• Indirect control interest in a company

    Attention

    Warning:

    This information may not apply to the current year. Check the content carefully to ensure it is applicable to your circumstances.

    End of attention

    A taxpayer may hold a direct control interest in an entity - entity A - which holds a direct control interest in another entity - entity B. In this case, the taxpayer has an indirect control interest in entity B.

    A taxpayer's indirect control interest in entity B is obtained by multiplying the direct control interest of the taxpayer in entity A by the entity's direct control interest in entity B.

    This process of multiplication is continued where there are further entities in the chain.

    Indirect control interest may only be traced through a controlled foreign entity

    An indirect control interest in a foreign entity can be traced only through controlled foreign entities (CFEs).

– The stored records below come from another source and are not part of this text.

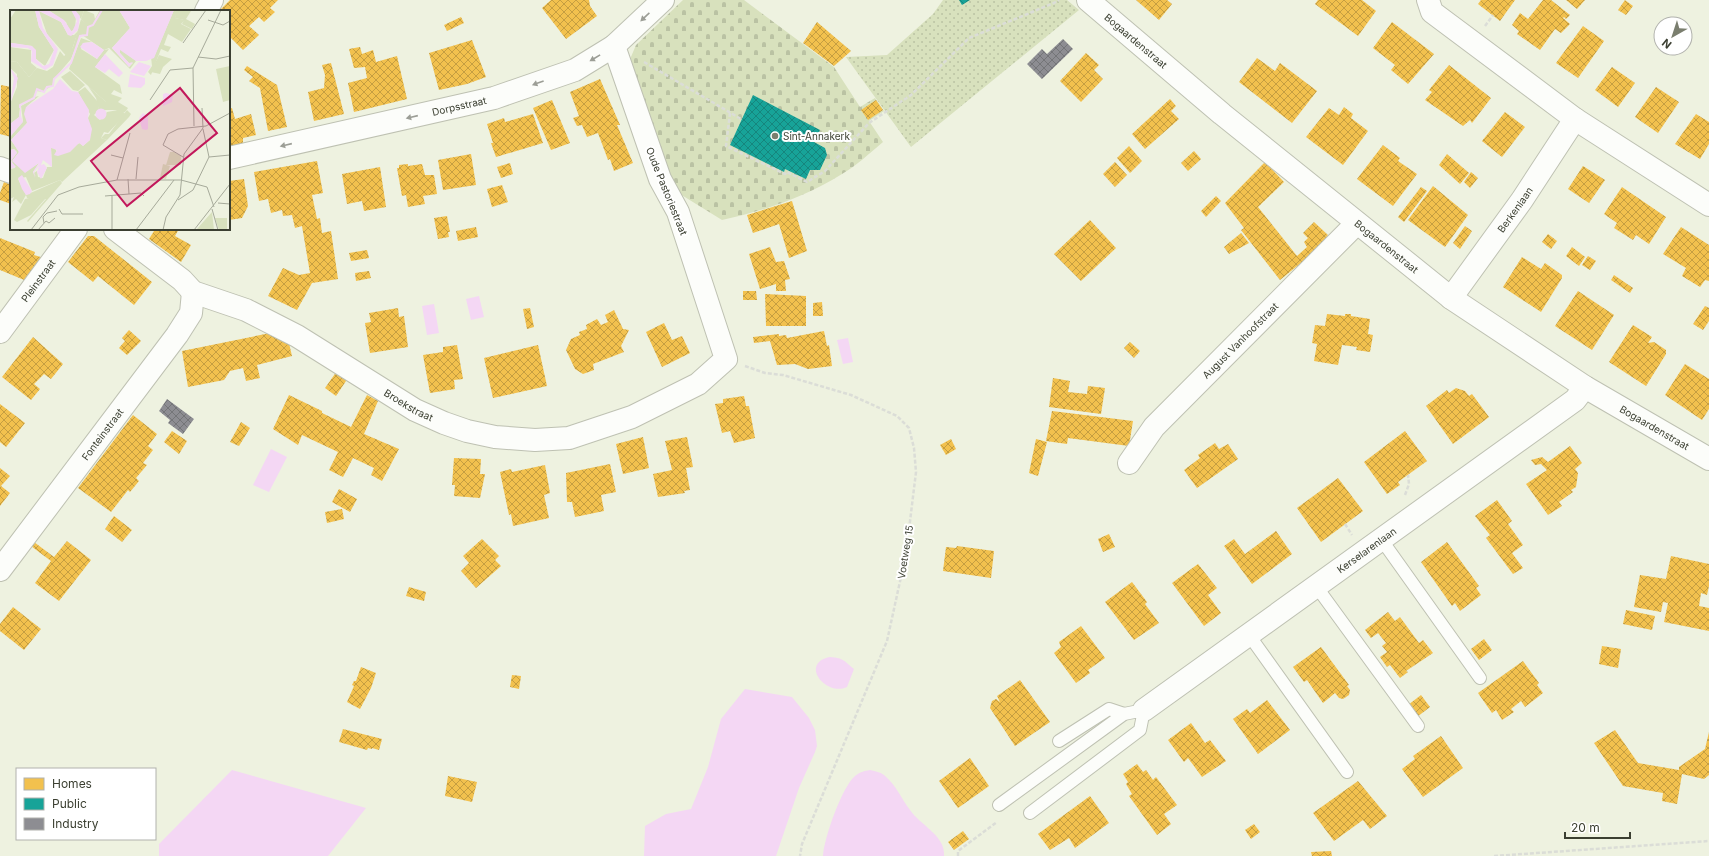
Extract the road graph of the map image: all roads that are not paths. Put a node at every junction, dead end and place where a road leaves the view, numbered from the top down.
1 (212, 0) edge
2 (663, 0) edge
3 (1088, 0) edge
4 (1428, 0) edge
5 (207, 10) edge
6 (618, 42) junction
7 (1575, 118) junction
8 (230, 158) edge
9 (0, 168) edge
10 (10, 172) edge
11 (1709, 205) edge
12 (1357, 223) junction
13 (75, 230) edge
14 (116, 230) edge
15 (193, 292) junction
16 (1451, 298) junction
17 (0, 332) edge
18 (726, 359) joint
19 (1585, 387) junction
20 (1709, 459) edge
21 (1129, 463) dead end
22 (1381, 539) junction
23 (0, 570) edge
24 (1316, 586) junction
25 (1249, 635) junction
26 (1480, 678) dead end
27 (1134, 712) junction
28 (1418, 726) dead end
29 (1059, 741) dead end
30 (1347, 772) dead end
31 (999, 805) dead end
32 (1030, 813) dead end

1 - 5 street
2 -> 6 street, Dorpsstraat
3 - 12 street, Bogaardenstraat
4 - 7 street
6 -> 8 street, Dorpsstraat
6 - 18 street, Oude Pastoriestraat
7 - 11 street
7 - 16 street, Berkenlaan
9 - 10 street
12 - 16 street, Bogaardenstraat
12 - 21 street, August Vanhoofstraat
13 - 17 street, Pleinstraat
14 - 15 street, Broekstraat
15 - 18 street, Broekstraat
15 - 23 street, Fonteinstraat
16 - 19 street, Bogaardenstraat
19 - 20 street, Bogaardenstraat
19 - 22 street, Kerselarenlaan
22 - 24 street, Kerselarenlaan
22 - 26 lane
24 - 25 street, Kerselarenlaan
24 - 28 lane
25 - 27 street, Kerselarenlaan
25 - 30 lane
27 - 29 lane
27 - 31 lane
27 - 32 lane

These are CFCs, controlled foreign partnerships (CFPs) and controlled foreign trusts (CFTs).

    A CFP is a partnership which does not have a resident partner and has at least one CFC or a CFT as a partner. A CFT is a trust, other than a resident trust:

    • that has an eligible transferor - see appendix 2, or
    • where five or fewer residents and their associates hold, or are entitled to acquire, 50% or more of the income or capital of the trust.

    Deeming rules for tracing an indirect control interest

    For determining the indirect control interest in an entity - but not for working out the amount of the income to be attributed to a taxpayer - a resident or an interposed CFC is deemed, in the following specified circumstances, to own a 100% interest in a lower tier entity.

    The control tracing interest of an entity will be treated as 100% if, together with associates, the entity:

    • has an interest of at least 50% in a foreign company
    • satisfies the assumed controller test in relation to a foreign company
    • actually controls the foreign company - is a partner in a partnership that is not an Australian partnership
    • is an eligible transferor in relation to a trust, or
    • has an interest of at least 50% in a trust that is not an Australian trust.

    Example 7

    Indirect control interest

    A resident company holds a 60% interest in a foreign company, FC1, which holds a 35% interest in another foreign company, FC2. FC2 holds a 60% interest in foreign company FC3. Another resident holds a 20% interest in FC2.

    The indirect control interest of the resident company in FC3 is:

    Resident company

    Direct control interest

    %

    Control tracing interest

    %

    FC1

    60

    100

    FC2

    35

    35

    FC3

    60

    100

    The indirect control interest of the resident company in FC3 is worked out as follows:

    100% X 35% X 100% = 35%

    It is possible to trace interests through FC2 because it is a CFC. FC3 is also a CFC because the resident company has an indirect control interest of 35% in FC3 and another resident has an indirect control interest of 20% in FC3 - that is, 20% in FC2 x 100% interest for tracing control of FC2 in FC3.